I went to audition with the band three days before I was due to finish work with Power Touring. They were relatively local, they had a small garage they were using as a band room two suburbs away, and they called themselves Good Friday. Perhaps that was the first warning sign I should have noticed. These guys were indeed heavy metal, they wanted to stylise themselves on Black Sabbath, so much so that even at rehearsal they dressed like the band. My first thought was they were actually a cover band, a band who only wanted to play songs of Black Sabbath, but after playing my guitar for them to show what I could do, and doing a short jam session with them I realised two things. One, what they wanted was a guitarist who could write their Black Sabbath inspired music for them and two, they were in it for shock value more than to create their own style.
The name Good Friday was purely to offend Christians because they thought playing Heavy Metal and the sacred holiday were some how taboo when put together. They not only wanted someone to write all their music, because they weren’t capable, they wanted the ‘devils tritone’ somewhere in every song. (For those that don’t know the devil’s tritone has multiple names but it’s been regarded as an unstable interval in music and rejected as a consonance by most theorists for hundreds of years. It’s what opens the first Black Sabbath album done the right way it does sound quite evil).

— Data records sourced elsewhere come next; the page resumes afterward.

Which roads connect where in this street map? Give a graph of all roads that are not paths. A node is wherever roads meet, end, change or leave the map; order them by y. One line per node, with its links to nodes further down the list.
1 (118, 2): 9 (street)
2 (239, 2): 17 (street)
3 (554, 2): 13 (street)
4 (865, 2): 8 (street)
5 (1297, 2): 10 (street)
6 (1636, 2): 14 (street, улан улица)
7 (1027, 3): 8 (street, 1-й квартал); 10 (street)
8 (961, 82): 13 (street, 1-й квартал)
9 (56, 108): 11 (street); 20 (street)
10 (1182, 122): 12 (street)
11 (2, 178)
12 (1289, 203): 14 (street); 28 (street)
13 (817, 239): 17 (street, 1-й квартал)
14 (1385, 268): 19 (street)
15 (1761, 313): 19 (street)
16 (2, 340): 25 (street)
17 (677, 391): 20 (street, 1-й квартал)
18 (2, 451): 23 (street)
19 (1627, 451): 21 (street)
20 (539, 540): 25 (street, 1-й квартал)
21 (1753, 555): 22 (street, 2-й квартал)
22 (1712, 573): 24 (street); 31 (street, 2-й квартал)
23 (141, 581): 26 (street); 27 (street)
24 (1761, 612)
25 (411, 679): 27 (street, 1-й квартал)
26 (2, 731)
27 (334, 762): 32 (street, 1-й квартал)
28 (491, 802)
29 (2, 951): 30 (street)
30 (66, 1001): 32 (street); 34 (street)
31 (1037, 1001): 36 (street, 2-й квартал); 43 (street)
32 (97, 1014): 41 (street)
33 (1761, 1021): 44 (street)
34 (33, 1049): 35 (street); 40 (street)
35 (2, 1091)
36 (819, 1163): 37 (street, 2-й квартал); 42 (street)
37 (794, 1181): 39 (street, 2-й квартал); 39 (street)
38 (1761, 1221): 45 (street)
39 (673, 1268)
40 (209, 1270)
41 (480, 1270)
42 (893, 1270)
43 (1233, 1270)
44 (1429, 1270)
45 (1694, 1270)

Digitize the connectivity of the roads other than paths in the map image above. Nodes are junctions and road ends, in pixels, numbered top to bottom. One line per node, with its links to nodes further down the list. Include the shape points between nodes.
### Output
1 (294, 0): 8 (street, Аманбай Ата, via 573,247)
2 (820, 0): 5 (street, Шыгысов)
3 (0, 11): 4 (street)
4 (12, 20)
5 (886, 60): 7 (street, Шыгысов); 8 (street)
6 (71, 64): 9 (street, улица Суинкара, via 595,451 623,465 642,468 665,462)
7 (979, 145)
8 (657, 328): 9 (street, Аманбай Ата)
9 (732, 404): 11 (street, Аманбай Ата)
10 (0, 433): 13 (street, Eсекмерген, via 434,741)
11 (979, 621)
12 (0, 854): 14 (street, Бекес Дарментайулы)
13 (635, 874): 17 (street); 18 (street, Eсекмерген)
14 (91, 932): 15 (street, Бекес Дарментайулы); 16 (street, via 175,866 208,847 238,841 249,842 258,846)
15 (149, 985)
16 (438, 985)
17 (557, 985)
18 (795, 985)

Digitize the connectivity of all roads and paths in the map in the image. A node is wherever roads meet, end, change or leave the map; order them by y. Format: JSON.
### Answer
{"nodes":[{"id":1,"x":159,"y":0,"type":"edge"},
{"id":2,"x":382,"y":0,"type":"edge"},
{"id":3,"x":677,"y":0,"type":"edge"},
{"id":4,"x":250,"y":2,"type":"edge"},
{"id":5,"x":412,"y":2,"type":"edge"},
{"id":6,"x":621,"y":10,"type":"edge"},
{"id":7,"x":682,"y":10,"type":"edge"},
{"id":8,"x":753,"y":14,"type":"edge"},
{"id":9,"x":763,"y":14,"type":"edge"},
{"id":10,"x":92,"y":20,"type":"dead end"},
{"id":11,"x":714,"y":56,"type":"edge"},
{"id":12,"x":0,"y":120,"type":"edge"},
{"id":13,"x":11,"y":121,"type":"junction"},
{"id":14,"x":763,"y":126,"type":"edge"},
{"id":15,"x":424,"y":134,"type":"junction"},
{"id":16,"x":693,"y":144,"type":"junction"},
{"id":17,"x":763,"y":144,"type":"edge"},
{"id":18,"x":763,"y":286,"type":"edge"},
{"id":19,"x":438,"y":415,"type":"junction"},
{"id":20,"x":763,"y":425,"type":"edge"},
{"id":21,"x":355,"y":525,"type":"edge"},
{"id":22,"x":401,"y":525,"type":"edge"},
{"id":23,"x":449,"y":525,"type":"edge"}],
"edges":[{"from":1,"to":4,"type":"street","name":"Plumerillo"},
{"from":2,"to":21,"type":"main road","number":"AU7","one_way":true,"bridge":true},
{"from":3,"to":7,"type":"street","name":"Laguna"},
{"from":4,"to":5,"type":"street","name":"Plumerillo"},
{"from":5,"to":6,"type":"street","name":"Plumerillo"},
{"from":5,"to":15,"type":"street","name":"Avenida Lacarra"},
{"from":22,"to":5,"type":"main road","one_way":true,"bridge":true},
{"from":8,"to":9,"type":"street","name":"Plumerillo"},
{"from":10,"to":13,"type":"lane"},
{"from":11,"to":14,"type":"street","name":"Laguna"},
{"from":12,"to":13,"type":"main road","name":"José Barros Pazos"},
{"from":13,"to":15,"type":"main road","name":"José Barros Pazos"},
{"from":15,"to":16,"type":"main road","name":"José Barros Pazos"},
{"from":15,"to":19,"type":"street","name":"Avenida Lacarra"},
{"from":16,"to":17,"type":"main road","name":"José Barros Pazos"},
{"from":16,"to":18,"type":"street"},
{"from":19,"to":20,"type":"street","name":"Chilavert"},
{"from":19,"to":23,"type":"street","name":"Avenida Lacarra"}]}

It didn’t take me long at all to realise that the band Good Friday were not going far and while I was not expecting a fast ride to stardom I knew enough that I wasn’t going to be going anywhere near stardom with a band like Good Friday. Although I was offered the guitarist slot in the band before I even left that audition I told them I would think about it and get back to them.
I never did get back to them and I walked home with my guitar over my shoulder wondering if quitting work in three days really was the best option. Maybe I could have gone back to work, without sounding too egotistical, I do think Daphne would have happily expected me back into the fold, but I had just enough arrogance left in me to keep pushing me forward.
It was on my last day of work, we were at some seedy bar in the city named Bunny’s, setting up a show for a band of pop musicians named Chunk who played Top Forty hits. Playing drums in that band was a guy by the name of Willy Bundorf, he had long hair, wore black eye make up, leather pants and a sleeveless t-shirt, he looked as much a part of Bunny’s as I did. Not only that he was looking for a band that played the sort of music I was interested in.